After maturity, any external account can call the settlePool function. When called, the protocol records the exchange rate between the Loan Token (e.g., cUSDC) and the Underlying Loan Token (e.g., USDC). For instance, if the exchange rate is 1.05 and a borrower has a 1000 fUSDC position, the borrower must repay 952.4 Loan Tokens (1000 USDC / 1.05), equivalent to 1000 USDC.
Lender Settlement
Lenders automatically start accruing the money market variable rate at maturity. They can set a flag in their account allowing to get automatically rolled forward to lend in a new maturity as long as the new rate clears a certain rate threshold (ex: Money market rate + X%, or a set rate). This simplifies position management and enables users to opt in to a passive lending experience.
Borrower Settlement
Post-maturity, borrowers with outstanding Fixed Rate Debt positions start paying the underlying money market interest rate plus a penalty according to a set schedule. Users can always flash settle their account back to the money market if they want to default back to the money market.

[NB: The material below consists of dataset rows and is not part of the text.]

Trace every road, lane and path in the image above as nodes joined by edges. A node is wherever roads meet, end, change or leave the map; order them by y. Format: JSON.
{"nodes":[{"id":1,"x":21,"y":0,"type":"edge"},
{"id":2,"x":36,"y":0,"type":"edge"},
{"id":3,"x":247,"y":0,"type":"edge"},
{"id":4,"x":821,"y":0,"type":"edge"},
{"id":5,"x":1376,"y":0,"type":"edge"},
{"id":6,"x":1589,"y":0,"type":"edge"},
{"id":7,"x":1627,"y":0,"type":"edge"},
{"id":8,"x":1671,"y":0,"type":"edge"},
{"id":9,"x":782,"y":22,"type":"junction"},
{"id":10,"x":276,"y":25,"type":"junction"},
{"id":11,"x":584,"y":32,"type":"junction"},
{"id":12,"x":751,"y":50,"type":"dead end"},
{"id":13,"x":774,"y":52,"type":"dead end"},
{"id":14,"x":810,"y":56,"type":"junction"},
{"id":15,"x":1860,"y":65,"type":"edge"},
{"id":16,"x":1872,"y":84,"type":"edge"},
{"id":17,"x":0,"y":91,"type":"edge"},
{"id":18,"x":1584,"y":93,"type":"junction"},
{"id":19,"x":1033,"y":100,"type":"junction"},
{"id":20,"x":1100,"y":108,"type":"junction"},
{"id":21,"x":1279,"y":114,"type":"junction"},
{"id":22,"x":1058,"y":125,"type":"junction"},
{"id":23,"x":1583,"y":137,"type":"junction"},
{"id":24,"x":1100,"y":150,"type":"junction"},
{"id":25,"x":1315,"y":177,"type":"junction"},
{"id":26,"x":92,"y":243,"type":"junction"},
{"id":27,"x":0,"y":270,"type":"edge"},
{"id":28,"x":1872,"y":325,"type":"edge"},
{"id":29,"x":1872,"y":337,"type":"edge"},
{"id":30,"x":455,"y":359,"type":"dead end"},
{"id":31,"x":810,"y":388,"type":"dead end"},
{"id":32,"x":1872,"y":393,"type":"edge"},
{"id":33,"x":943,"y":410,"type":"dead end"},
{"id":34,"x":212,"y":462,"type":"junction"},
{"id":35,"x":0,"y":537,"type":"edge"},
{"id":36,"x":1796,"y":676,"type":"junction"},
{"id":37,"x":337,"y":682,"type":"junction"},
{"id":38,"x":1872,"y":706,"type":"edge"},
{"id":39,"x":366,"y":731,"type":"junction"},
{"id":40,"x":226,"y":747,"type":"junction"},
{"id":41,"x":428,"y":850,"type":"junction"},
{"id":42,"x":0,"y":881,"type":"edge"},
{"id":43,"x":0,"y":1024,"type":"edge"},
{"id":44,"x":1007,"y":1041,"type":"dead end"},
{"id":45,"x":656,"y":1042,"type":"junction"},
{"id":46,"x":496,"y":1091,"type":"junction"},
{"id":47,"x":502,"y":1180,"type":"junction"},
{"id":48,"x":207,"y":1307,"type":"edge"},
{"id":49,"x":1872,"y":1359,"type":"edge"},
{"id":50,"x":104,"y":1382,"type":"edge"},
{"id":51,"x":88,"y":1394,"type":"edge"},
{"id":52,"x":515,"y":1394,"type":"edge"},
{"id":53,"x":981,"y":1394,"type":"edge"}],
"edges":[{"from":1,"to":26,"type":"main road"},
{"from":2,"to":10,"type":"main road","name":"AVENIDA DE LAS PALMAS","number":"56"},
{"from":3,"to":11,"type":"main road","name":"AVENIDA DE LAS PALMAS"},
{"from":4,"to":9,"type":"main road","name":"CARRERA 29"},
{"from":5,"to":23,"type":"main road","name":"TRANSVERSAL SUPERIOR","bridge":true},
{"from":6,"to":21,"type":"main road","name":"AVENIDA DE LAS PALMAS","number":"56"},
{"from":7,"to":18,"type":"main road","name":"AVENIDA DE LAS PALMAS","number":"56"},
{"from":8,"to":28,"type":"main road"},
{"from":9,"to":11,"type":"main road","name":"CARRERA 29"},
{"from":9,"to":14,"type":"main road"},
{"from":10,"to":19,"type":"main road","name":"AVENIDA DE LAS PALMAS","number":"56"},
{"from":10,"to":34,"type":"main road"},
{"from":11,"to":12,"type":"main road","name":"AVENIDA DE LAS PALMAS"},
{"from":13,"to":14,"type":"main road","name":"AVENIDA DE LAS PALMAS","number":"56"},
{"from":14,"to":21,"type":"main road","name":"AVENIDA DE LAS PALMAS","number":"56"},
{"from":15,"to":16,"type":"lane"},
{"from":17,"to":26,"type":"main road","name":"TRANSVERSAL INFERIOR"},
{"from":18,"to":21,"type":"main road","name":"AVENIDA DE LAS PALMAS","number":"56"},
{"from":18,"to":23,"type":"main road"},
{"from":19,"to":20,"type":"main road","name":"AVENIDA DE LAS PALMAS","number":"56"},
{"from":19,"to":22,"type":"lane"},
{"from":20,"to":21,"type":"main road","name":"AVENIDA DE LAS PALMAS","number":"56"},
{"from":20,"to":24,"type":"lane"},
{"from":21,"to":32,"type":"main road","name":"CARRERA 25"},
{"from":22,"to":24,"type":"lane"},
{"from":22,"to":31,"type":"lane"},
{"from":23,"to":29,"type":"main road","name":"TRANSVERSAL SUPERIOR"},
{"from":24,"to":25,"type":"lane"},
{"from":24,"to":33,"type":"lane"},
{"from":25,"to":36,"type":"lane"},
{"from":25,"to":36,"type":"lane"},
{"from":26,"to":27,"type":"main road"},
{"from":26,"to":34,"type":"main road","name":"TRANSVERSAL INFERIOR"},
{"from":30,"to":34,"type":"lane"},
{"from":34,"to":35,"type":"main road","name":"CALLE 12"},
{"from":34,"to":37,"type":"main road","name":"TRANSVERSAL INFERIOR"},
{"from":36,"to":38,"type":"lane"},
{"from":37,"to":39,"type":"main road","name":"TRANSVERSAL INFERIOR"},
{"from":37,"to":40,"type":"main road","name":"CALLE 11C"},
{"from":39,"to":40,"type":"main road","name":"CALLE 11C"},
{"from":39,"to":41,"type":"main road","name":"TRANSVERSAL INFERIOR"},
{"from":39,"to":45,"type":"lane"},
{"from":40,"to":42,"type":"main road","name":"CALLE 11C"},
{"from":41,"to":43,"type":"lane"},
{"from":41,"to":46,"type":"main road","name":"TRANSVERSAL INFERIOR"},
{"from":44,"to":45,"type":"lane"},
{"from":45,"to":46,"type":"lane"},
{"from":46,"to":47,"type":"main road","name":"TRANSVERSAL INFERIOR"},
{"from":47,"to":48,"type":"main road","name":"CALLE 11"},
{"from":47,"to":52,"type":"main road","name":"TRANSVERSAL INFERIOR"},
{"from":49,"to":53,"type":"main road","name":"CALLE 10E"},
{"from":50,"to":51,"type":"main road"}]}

If the underlying money market is illiquid such that a borrower's account can't be flash swapped, the borrower himself can always repay his position or can wait for the underlying money market to become liquid again.
They can also set a flag in their account allowing to get automatically rolled forward to borrow in a new maturity as long as the new rate clears a certain rate threshold (ex: Money market rate + X%, or a set rate). This simplifies position management and enables users to opt in to a passive borrowing experience.